[Extracted data entries]
____________________

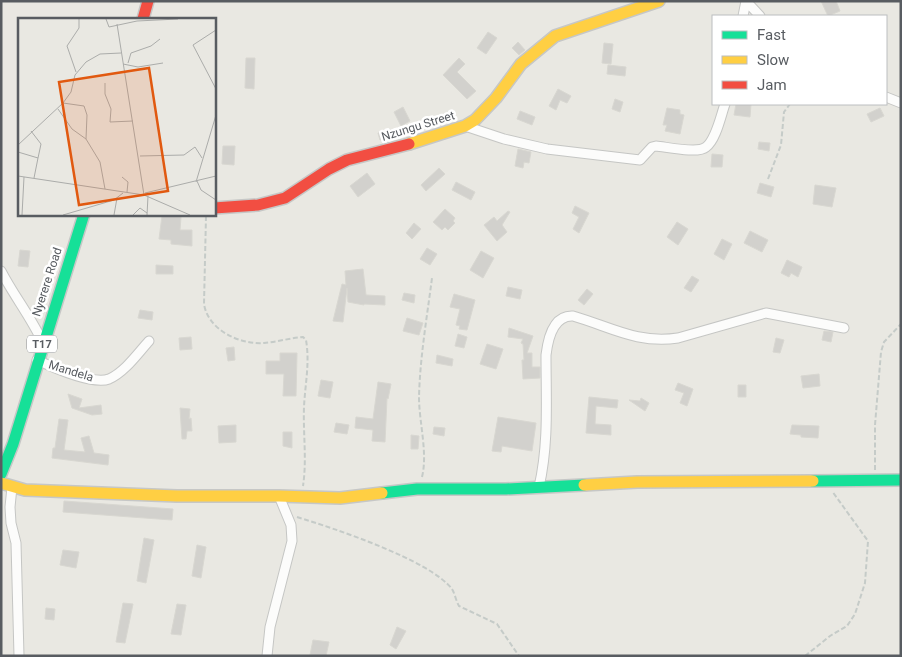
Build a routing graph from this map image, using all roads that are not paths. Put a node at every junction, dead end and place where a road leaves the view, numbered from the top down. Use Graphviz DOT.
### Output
graph roads {
  1 [pos="148,1"];
  2 [pos="660,1"];
  3 [pos="746,1"];
  4 [pos="743,15"];
  5 [pos="759,15"];
  6 [pos="143,18"];
  7 [pos="887,97"];
  8 [pos="901,103"];
  9 [pos="725,105"];
  10 [pos="465,126"];
  11 [pos="215,208"];
  12 [pos="84,215"];
  13 [pos="1,271"];
  14 [pos="4,282"];
  15 [pos="844,328"];
  16 [pos="149,341"];
  17 [pos="43,343"];
  18 [pos="37,360"];
  19 [pos="1,474"];
  20 [pos="901,480"];
  21 [pos="7,485"];
  22 [pos="539,487"];
  23 [pos="279,496"];
  24 [pos="19,656"];
  25 [pos="267,656"];
  1 -- 6 [label="street"];
  2 -- 10 [label="street, Nzungu Street"];
  3 -- 4 [label="street"];
  3 -- 5 [label="street"];
  7 -- 8 [label="street"];
  9 -- 10 [label="street"];
  10 -- 11 [label="street, Nzungu Street"];
  12 -- 17 [label="street, Nyerere Road / T17"];
  13 -- 14 [label="street"];
  14 -- 17 [label="street"];
  15 -- 22 [label="street"];
  16 -- 18 [label="street, Mandela"];
  17 -- 18 [label="street, Nyerere Road / T17"];
  18 -- 19 [label="street, Nyerere Road / T17"];
  20 -- 22 [label="street"];
  21 -- 23 [label="street"];
  21 -- 24 [label="street"];
  22 -- 23 [label="street"];
  23 -- 25 [label="street"];
}
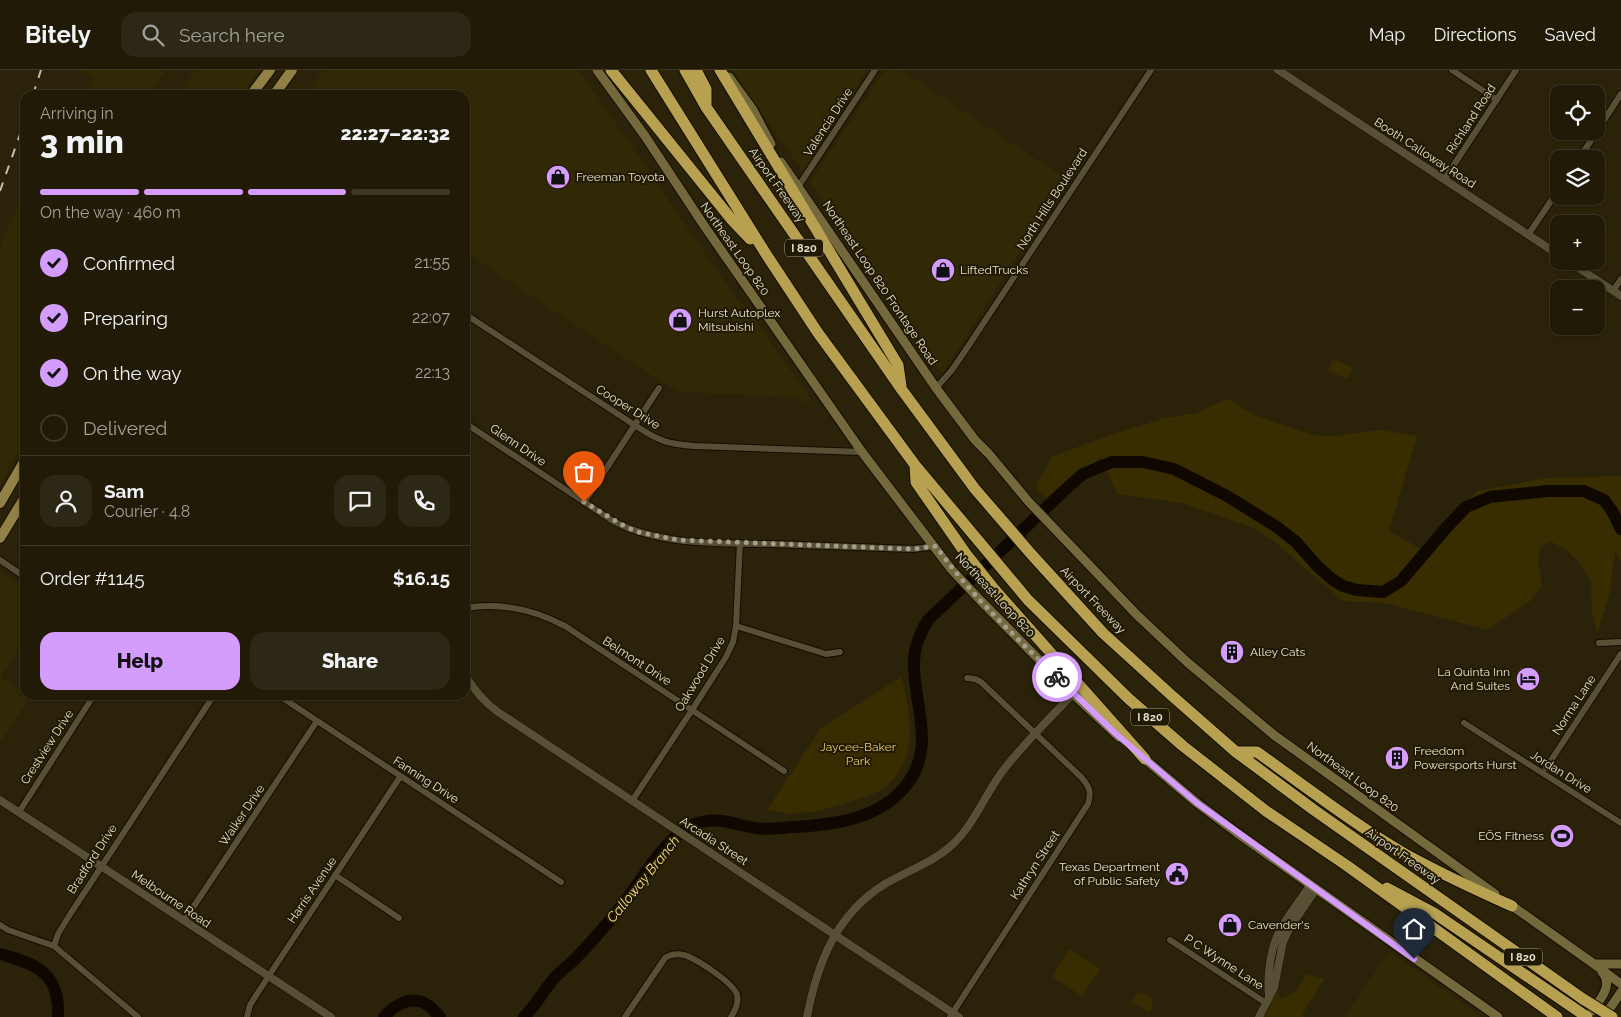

____________________

• [EXERCISE]:
Without including any pictures, print each record exactly.

• [REPLY]:
Build a routing graph from this map image, using all roads that are not paths. Put a node at every junction, dead end and place where a road leaves the view, numbered from the top down. Use Graphviz DOT.
### Output
graph roads {
  1 [pos="148,1"];
  2 [pos="660,1"];
  3 [pos="746,1"];
  4 [pos="743,15"];
  5 [pos="759,15"];
  6 [pos="143,18"];
  7 [pos="887,97"];
  8 [pos="901,103"];
  9 [pos="725,105"];
  10 [pos="465,126"];
  11 [pos="215,208"];
  12 [pos="84,215"];
  13 [pos="1,271"];
  14 [pos="4,282"];
  15 [pos="844,328"];
  16 [pos="149,341"];
  17 [pos="43,343"];
  18 [pos="37,360"];
  19 [pos="1,474"];
  20 [pos="901,480"];
  21 [pos="7,485"];
  22 [pos="539,487"];
  23 [pos="279,496"];
  24 [pos="19,656"];
  25 [pos="267,656"];
  1 -- 6 [label="street"];
  2 -- 10 [label="street, Nzungu Street"];
  3 -- 4 [label="street"];
  3 -- 5 [label="street"];
  7 -- 8 [label="street"];
  9 -- 10 [label="street"];
  10 -- 11 [label="street, Nzungu Street"];
  12 -- 17 [label="street, Nyerere Road / T17"];
  13 -- 14 [label="street"];
  14 -- 17 [label="street"];
  15 -- 22 [label="street"];
  16 -- 18 [label="street, Mandela"];
  17 -- 18 [label="street, Nyerere Road / T17"];
  18 -- 19 [label="street, Nyerere Road / T17"];
  20 -- 22 [label="street"];
  21 -- 23 [label="street"];
  21 -- 24 [label="street"];
  22 -- 23 [label="street"];
  23 -- 25 [label="street"];
}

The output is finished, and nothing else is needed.